*** Begin section ***

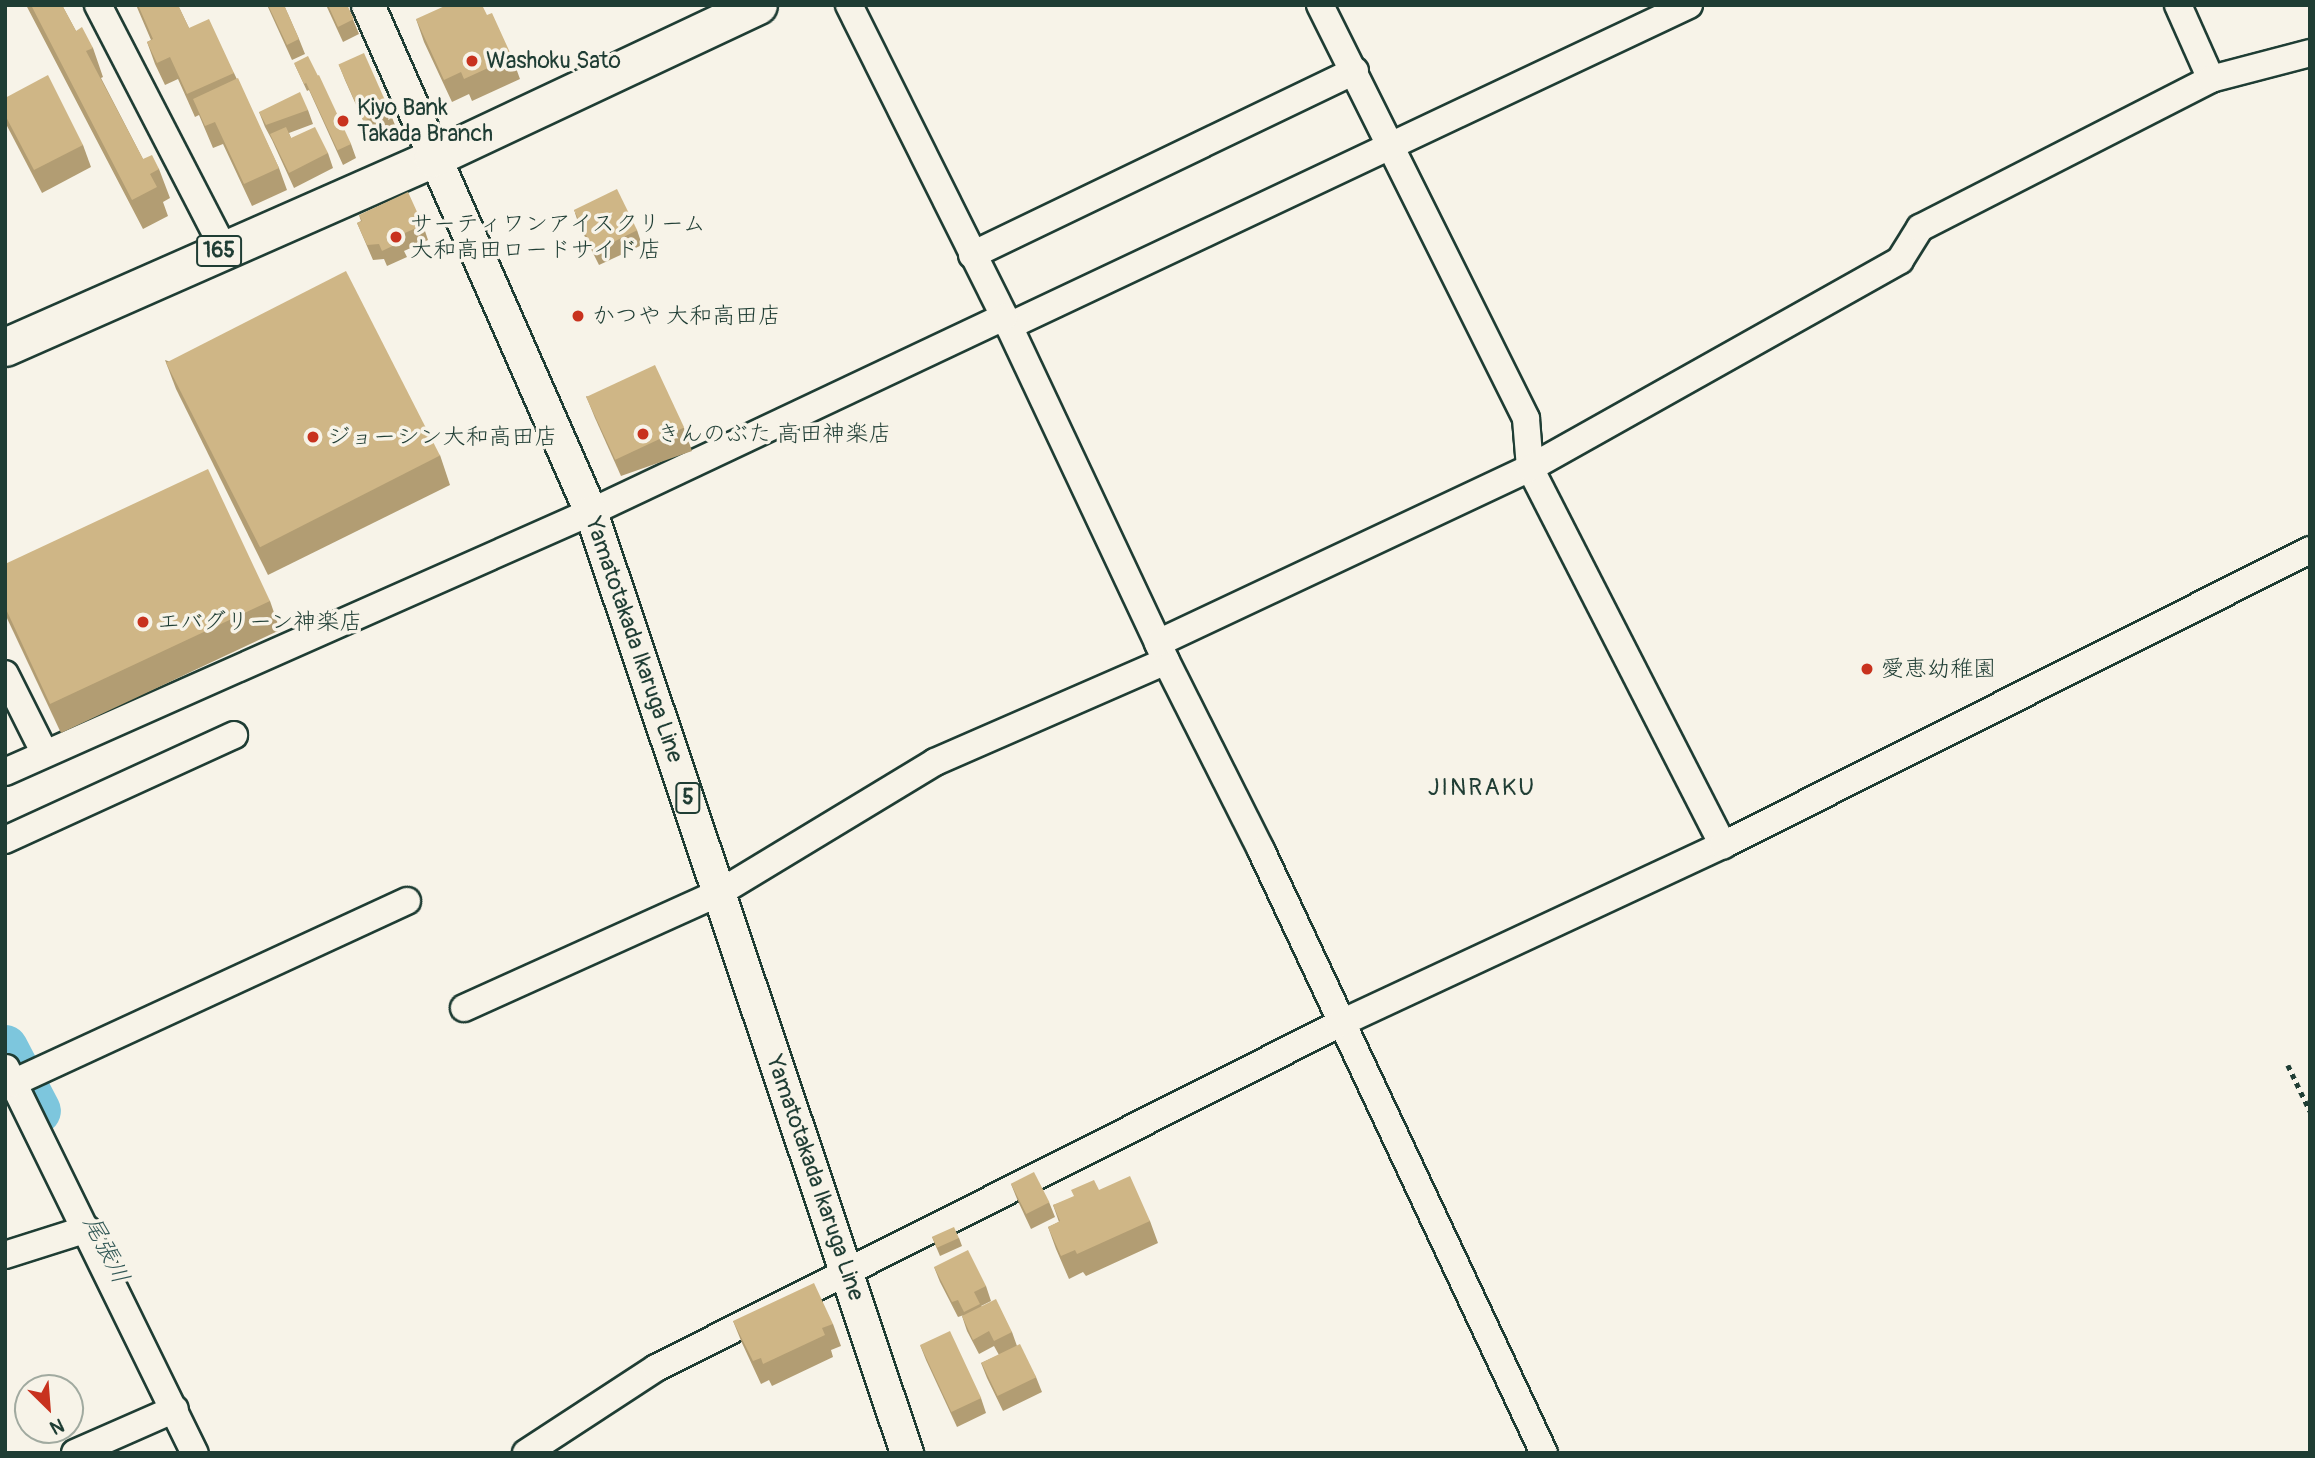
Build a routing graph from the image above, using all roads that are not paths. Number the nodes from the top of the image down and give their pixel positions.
1 (98, 5) edge
2 (368, 5) edge
3 (758, 5) edge
4 (849, 5) edge
5 (1321, 5) edge
6 (1689, 5) edge
7 (2178, 5) edge
8 (2310, 53) edge
9 (1355, 71) junction
10 (2211, 79) junction
11 (1392, 144) junction
12 (433, 158) junction
13 (224, 249) junction
14 (972, 255) junction
15 (1006, 322) junction
16 (5, 347) edge
17 (1530, 468) junction
18 (591, 512) junction
19 (2310, 550) edge
20 (1162, 652) junction
21 (5, 674) edge
22 (234, 735) dead end
23 (45, 754) junction
24 (5, 772) edge
25 (5, 840) edge
26 (1723, 845) junction
27 (719, 892) junction
28 (407, 901) dead end
29 (464, 1008) dead end
30 (1339, 1024) junction
31 (16, 1076) edge
32 (87, 1229) junction
33 (5, 1255) edge
34 (846, 1272) junction
35 (175, 1409) junction
36 (75, 1453) edge
37 (195, 1453) edge
38 (526, 1453) edge
39 (907, 1453) edge
40 (1544, 1453) edge

1 - 13 street
2 - 12 main road, Yamatotakada Ikaruga Line / 5
3 - 12 highway, 165
4 - 14 street
5 - 9 street
6 - 11 street
7 - 10 street
8 - 10 street
9 - 11 street
9 - 14 street
10 - 17 street
11 - 15 street
11 - 17 street
12 - 13 highway, 165
12 - 18 main road, Yamatotakada Ikaruga Line / 5
13 - 16 highway, 165
14 - 15 street
15 - 18 street
15 - 20 street
17 - 20 street
17 - 26 street
18 - 23 street
18 - 27 main road, Yamatotakada Ikaruga Line / 5
19 - 26 street
20 - 27 street
20 - 30 street
21 - 23 street
22 - 25 street
23 - 24 street
26 - 30 street
27 - 29 street
27 - 34 main road, Yamatotakada Ikaruga Line / 5
28 - 31 street
30 - 34 street
30 - 40 street
31 - 32 street
32 - 33 street
32 - 35 street
34 - 38 street
34 - 39 main road, Yamatotakada Ikaruga Line / 5
35 - 36 street
35 - 37 street

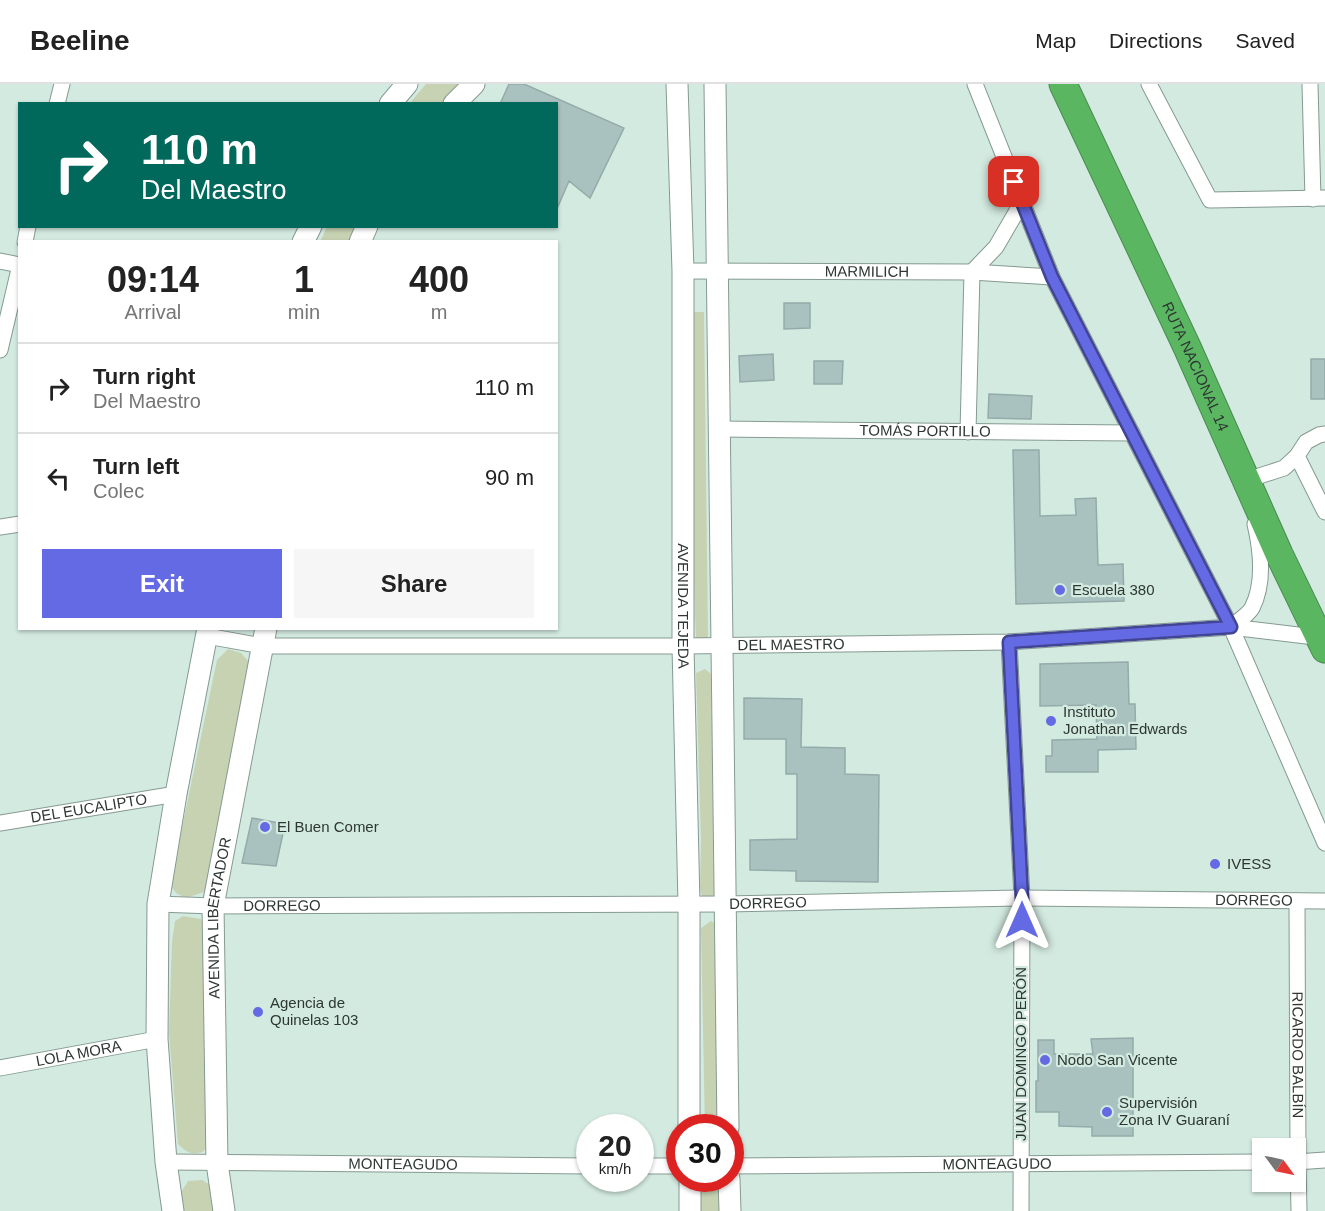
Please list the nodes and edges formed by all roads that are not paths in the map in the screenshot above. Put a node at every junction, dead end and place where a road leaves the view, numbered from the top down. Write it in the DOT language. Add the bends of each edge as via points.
graph roads {
  1 [pos="62,84"];
  2 [pos="407,84"];
  3 [pos="474,84"];
  4 [pos="677,84"];
  5 [pos="715,84"];
  6 [pos="975,84"];
  7 [pos="1063,84"];
  8 [pos="1149,84"];
  9 [pos="1310,84"];
  10 [pos="58,102"];
  11 [pos="392,102"];
  12 [pos="456,102"];
  13 [pos="1319,199"];
  14 [pos="1022,202"];
  15 [pos="0,261"];
  16 [pos="18,265"];
  17 [pos="18,269"];
  18 [pos="682,271"];
  19 [pos="717,272"];
  20 [pos="972,273"];
  21 [pos="1052,277"];
  22 [pos="0,350"];
  23 [pos="719,429"];
  24 [pos="968,432"];
  25 [pos="1132,433"];
  26 [pos="1325,434"];
  27 [pos="1296,456"];
  28 [pos="1248,482"];
  29 [pos="1325,512"];
  30 [pos="18,524"];
  31 [pos="0,527"];
  32 [pos="1231,627"];
  33 [pos="207,632"];
  34 [pos="264,637"];
  35 [pos="1323,641"];
  36 [pos="1009,642"];
  37 [pos="722,645"];
  38 [pos="683,646"];
  39 [pos="177,794"];
  40 [pos="0,823"];
  41 [pos="1325,843"];
  42 [pos="1022,898"];
  43 [pos="1297,901"];
  44 [pos="1325,901"];
  45 [pos="158,904"];
  46 [pos="688,904"];
  47 [pos="725,904"];
  48 [pos="213,906"];
  49 [pos="157,1039"];
  50 [pos="0,1068"];
  51 [pos="689,1114"];
  52 [pos="728,1114"];
  53 [pos="1297,1138"];
  54 [pos="1325,1160"];
  55 [pos="1306,1161"];
  56 [pos="166,1162"];
  57 [pos="1252,1162"];
  58 [pos="217,1163"];
  59 [pos="1021,1164"];
  60 [pos="576,1166"];
  61 [pos="744,1166"];
  62 [pos="690,1192"];
  63 [pos="729,1192"];
  64 [pos="1298,1192"];
  65 [pos="173,1211"];
  66 [pos="224,1211"];
  67 [pos="690,1211"];
  68 [pos="730,1211"];
  69 [pos="1021,1211"];
  70 [pos="1299,1211"];
  1 -- 10 [label="street"];
  2 -- 11 [label="main road"];
  3 -- 12 [label="main road"];
  4 -- 18 [label="main road, AVENIDA TEJEDA"];
  5 -- 19 [label="main road"];
  6 -- 14 [label="street"];
  7 -- 28 [label="highway, RUTA NACIONAL 14"];
  8 -- 13 [label="street" via="1210,200"];
  9 -- 13 [label="street"];
  14 -- 20 [label="street" via="996,247"];
  14 -- 21 [label="street"];
  15 -- 16 [label="street"];
  17 -- 22 [label="street"];
  18 -- 19 [label="street, MARMILICH"];
  18 -- 38 [label="main road, AVENIDA TEJEDA"];
  19 -- 20 [label="street, MARMILICH"];
  19 -- 23 [label="main road"];
  20 -- 21 [label="street, MARMILICH"];
  20 -- 24 [label="street"];
  21 -- 25 [label="street"];
  23 -- 24 [label="street, TOMÁS PORTILLO"];
  23 -- 37 [label="main road"];
  24 -- 25 [label="street, TOMÁS PORTILLO"];
  25 -- 32 [label="street"];
  26 -- 27 [label="street" via="1306,442"];
  27 -- 28 [label="street" via="1284,468"];
  27 -- 29 [label="street"];
  28 -- 32 [label="street" via="1260,549 1259,587 1251,609"];
  28 -- 35 [label="highway, RUTA NACIONAL 14"];
  30 -- 31 [label="street"];
  32 -- 35 [label="street, DEL MAESTRO"];
  32 -- 36 [label="street, DEL MAESTRO"];
  32 -- 41 [label="street"];
  33 -- 34 [label="street, DEL MAESTRO"];
  33 -- 39 [label="main road"];
  34 -- 38 [label="street, DEL MAESTRO"];
  34 -- 48 [label="main road, AVENIDA LIBERTADOR"];
  36 -- 37 [label="street, DEL MAESTRO"];
  36 -- 42 [label="street, JUAN DOMINGO PERÓN"];
  37 -- 38 [label="street, DEL MAESTRO"];
  37 -- 47 [label="main road"];
  38 -- 46 [label="main road, AVENIDA TEJEDA"];
  39 -- 40 [label="street, DEL EUCALIPTO"];
  39 -- 45 [label="main road"];
  42 -- 43 [label="street, DORREGO"];
  42 -- 47 [label="street, DORREGO"];
  42 -- 59 [label="street, JUAN DOMINGO PERÓN"];
  43 -- 44 [label="street, DORREGO"];
  43 -- 53 [label="street, RICARDO BALBÍN"];
  45 -- 48 [label="street, DORREGO"];
  45 -- 49 [label="main road"];
  46 -- 47 [label="street, DORREGO"];
  46 -- 48 [label="street, DORREGO"];
  46 -- 51 [label="main road, AVENIDA TEJEDA"];
  47 -- 52 [label="main road"];
  48 -- 58 [label="main road, AVENIDA LIBERTADOR"];
  49 -- 50 [label="street, LOLA MORA"];
  49 -- 56 [label="main road"];
  54 -- 55 [label="street"];
  56 -- 58 [label="street, MONTEAGUDO"];
  56 -- 65 [label="main road"];
  57 -- 59 [label="street, MONTEAGUDO"];
  58 -- 60 [label="street, MONTEAGUDO"];
  58 -- 66 [label="main road, AVENIDA LIBERTADOR"];
  59 -- 61 [label="street, MONTEAGUDO"];
  59 -- 69 [label="street, JUAN DOMINGO PERÓN"];
  62 -- 67 [label="main road"];
  63 -- 68 [label="main road"];
  64 -- 70 [label="street, RICARDO BALBÍN"];
}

*** End section ***

== WHAT IS EXPECTED ==
Respond with the number of lines in the listing above that include the word "dead", and with nothing more.

== WRITTEN ANSWER ==
4